DATA SUPPLIED:

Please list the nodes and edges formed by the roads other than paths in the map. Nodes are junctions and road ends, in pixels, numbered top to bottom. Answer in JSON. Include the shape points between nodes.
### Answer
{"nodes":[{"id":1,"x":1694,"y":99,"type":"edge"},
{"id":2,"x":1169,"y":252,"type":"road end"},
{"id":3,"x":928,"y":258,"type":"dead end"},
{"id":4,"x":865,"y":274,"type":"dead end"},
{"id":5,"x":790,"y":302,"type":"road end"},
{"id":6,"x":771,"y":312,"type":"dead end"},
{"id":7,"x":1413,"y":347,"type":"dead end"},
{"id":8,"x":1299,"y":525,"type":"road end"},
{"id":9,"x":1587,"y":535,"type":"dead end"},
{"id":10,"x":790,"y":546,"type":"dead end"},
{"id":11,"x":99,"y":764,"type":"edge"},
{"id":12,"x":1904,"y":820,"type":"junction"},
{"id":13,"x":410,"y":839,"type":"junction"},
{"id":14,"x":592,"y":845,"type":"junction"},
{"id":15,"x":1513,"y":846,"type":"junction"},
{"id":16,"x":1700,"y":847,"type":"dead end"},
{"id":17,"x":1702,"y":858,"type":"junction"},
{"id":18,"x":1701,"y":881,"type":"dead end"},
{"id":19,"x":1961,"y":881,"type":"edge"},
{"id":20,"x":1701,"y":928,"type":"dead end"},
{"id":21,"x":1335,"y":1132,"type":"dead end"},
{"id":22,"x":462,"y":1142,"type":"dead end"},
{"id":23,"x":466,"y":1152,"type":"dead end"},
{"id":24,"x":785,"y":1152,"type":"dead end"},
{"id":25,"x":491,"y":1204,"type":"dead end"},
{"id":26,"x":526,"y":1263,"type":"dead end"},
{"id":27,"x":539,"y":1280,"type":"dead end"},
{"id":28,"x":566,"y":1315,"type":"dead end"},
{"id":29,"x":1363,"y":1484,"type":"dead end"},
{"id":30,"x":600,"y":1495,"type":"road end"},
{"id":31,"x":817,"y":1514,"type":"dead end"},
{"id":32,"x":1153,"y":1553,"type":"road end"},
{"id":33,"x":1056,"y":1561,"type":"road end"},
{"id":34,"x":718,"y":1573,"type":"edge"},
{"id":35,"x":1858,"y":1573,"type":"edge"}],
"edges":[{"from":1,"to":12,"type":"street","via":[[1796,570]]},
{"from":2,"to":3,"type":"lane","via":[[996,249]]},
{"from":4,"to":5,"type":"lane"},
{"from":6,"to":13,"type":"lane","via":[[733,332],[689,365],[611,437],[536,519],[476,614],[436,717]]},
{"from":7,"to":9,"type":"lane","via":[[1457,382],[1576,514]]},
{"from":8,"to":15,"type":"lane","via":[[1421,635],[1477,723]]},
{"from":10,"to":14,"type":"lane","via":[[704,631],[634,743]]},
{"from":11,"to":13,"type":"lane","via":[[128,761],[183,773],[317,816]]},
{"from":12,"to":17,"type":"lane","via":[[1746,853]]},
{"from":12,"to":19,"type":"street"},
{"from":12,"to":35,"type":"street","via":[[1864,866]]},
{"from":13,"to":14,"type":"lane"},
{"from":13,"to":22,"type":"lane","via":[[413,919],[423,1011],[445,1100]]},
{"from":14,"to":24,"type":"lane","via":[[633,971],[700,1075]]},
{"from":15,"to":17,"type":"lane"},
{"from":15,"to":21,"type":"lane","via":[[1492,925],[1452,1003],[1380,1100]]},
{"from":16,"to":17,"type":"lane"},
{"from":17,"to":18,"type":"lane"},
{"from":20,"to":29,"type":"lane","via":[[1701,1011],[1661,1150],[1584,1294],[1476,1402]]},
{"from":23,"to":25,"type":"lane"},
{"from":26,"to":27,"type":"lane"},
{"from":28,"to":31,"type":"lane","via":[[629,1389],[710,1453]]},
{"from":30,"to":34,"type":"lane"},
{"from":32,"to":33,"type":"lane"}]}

WHAT THE EXERCISE ASKS:
Every line above that holds "Answer" should be copied out.

YOUR SOLUTION:
Please list the nodes and edges formed by the roads other than paths in the map. Nodes are junctions and road ends, in pixels, numbered top to bottom. Answer in JSON. Include the shape points between nodes.
### Answer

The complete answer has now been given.